EXERCISE:
Locate the line that contains "it links to." in the entries below. Retype it and all following lines through the final one, character for character.

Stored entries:

-=-=-=-=-

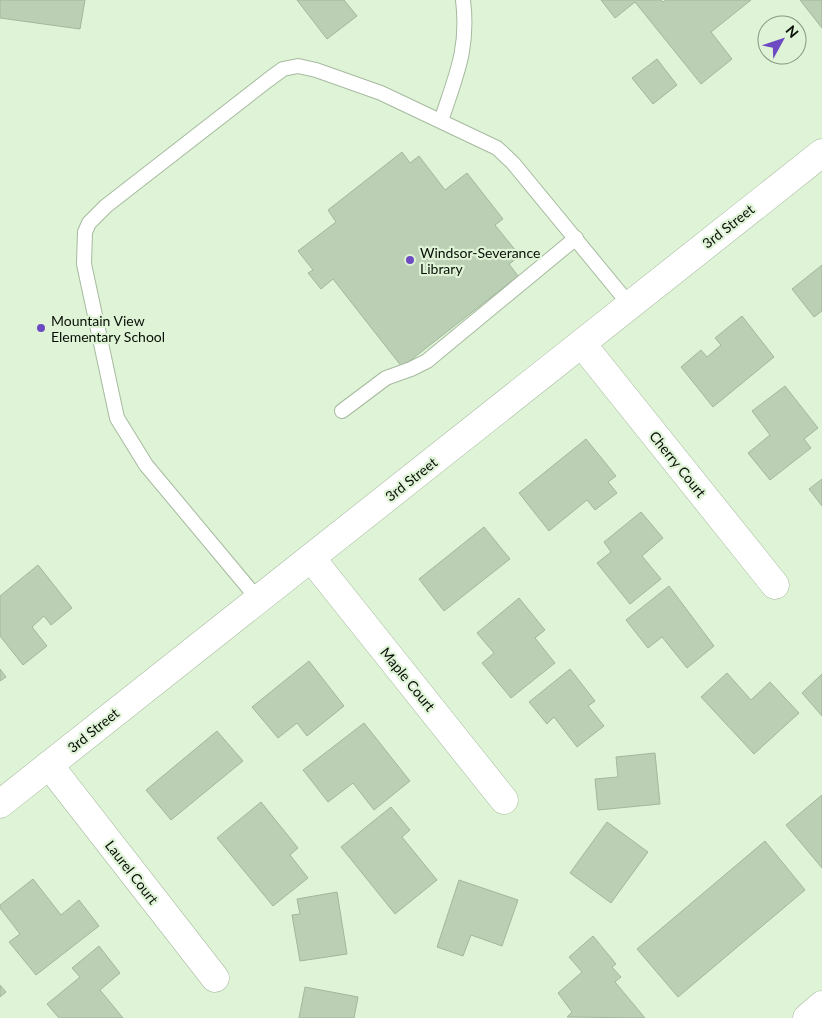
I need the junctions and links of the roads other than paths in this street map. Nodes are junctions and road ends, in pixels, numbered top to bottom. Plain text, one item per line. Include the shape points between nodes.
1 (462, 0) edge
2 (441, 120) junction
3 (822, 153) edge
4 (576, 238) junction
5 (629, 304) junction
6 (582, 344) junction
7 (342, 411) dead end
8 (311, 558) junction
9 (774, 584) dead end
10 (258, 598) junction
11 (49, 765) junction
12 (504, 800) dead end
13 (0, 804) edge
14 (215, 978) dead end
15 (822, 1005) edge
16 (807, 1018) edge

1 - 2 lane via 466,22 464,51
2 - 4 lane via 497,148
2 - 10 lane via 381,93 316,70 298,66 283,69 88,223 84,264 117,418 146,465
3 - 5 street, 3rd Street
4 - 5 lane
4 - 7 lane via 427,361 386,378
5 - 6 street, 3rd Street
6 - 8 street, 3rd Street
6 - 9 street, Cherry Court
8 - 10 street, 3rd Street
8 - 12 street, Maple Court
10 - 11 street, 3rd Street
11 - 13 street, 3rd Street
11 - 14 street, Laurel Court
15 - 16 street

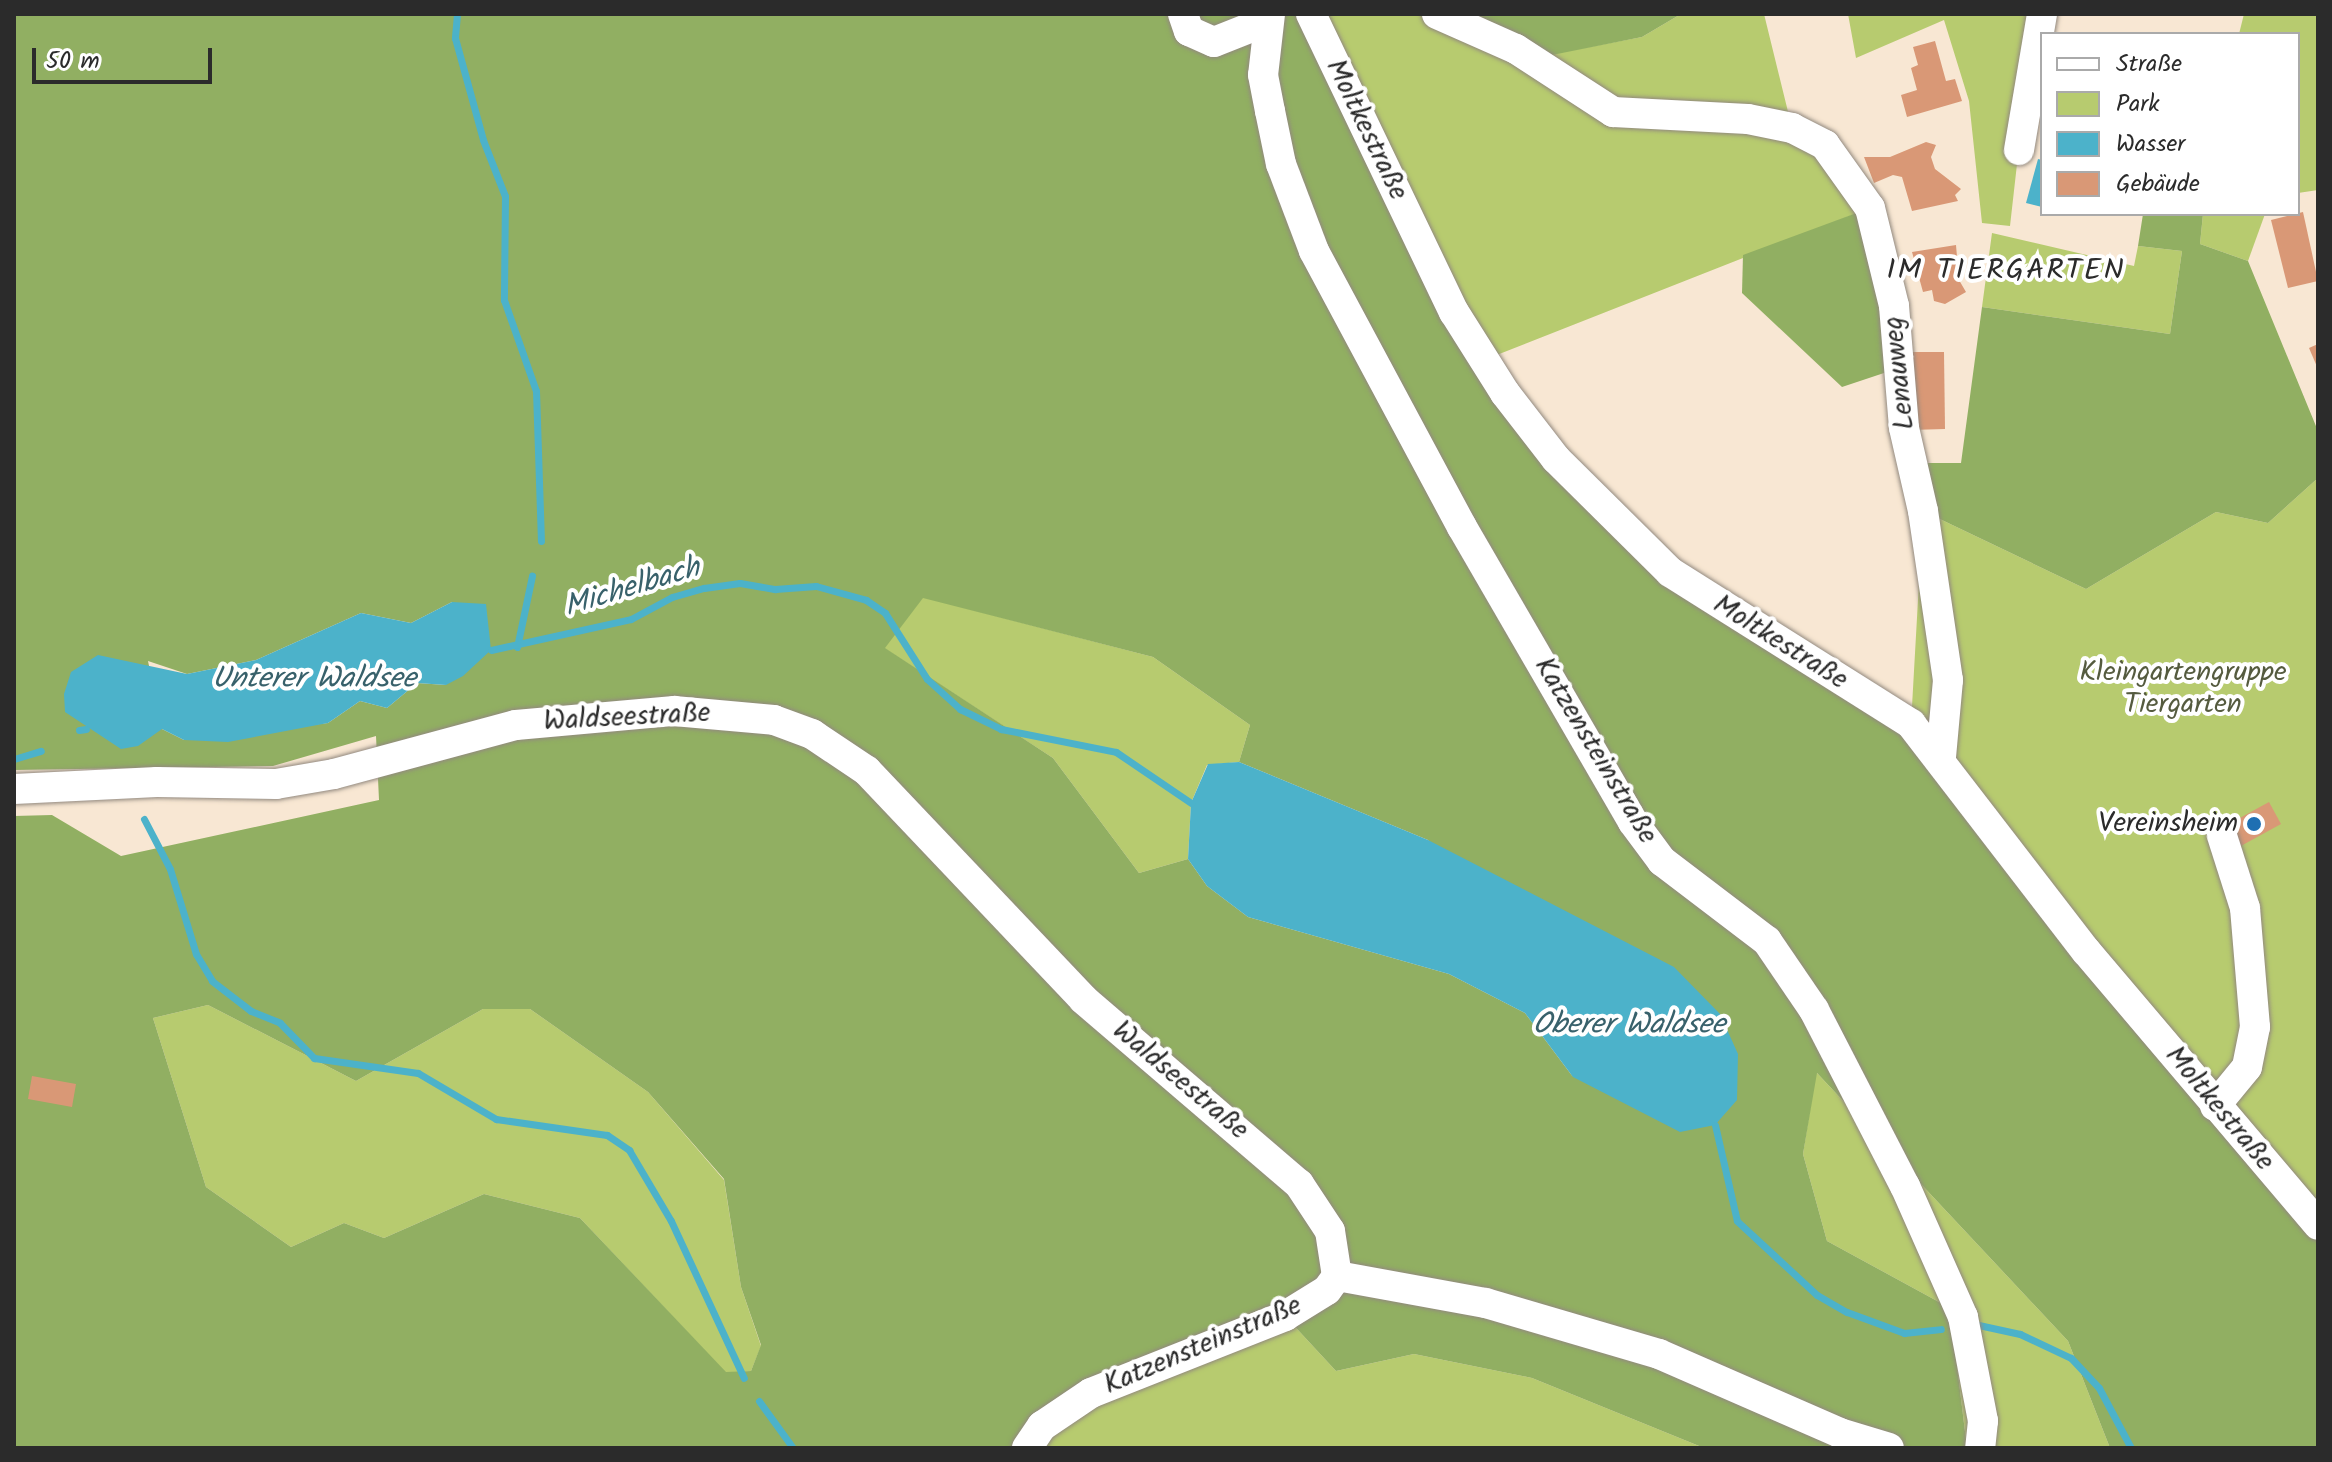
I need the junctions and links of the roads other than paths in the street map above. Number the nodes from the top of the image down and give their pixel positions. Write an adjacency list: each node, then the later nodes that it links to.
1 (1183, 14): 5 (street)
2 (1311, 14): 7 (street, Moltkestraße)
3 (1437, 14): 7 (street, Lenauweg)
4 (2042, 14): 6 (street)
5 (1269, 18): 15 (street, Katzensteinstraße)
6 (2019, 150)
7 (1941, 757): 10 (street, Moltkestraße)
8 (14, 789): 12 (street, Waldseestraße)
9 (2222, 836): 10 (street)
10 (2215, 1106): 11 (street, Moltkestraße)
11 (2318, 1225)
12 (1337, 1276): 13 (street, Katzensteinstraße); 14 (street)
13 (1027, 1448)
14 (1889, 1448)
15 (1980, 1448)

-=-=-=-=-

TASK RESPONSE:
I need the junctions and links of the roads other than paths in the street map above. Number the nodes from the top of the image down and give their pixel positions. Write an adjacency list: each node, then the later nodes that it links to.
1 (1183, 14): 5 (street)
2 (1311, 14): 7 (street, Moltkestraße)
3 (1437, 14): 7 (street, Lenauweg)
4 (2042, 14): 6 (street)
5 (1269, 18): 15 (street, Katzensteinstraße)
6 (2019, 150)
7 (1941, 757): 10 (street, Moltkestraße)
8 (14, 789): 12 (street, Waldseestraße)
9 (2222, 836): 10 (street)
10 (2215, 1106): 11 (street, Moltkestraße)
11 (2318, 1225)
12 (1337, 1276): 13 (street, Katzensteinstraße); 14 (street)
13 (1027, 1448)
14 (1889, 1448)
15 (1980, 1448)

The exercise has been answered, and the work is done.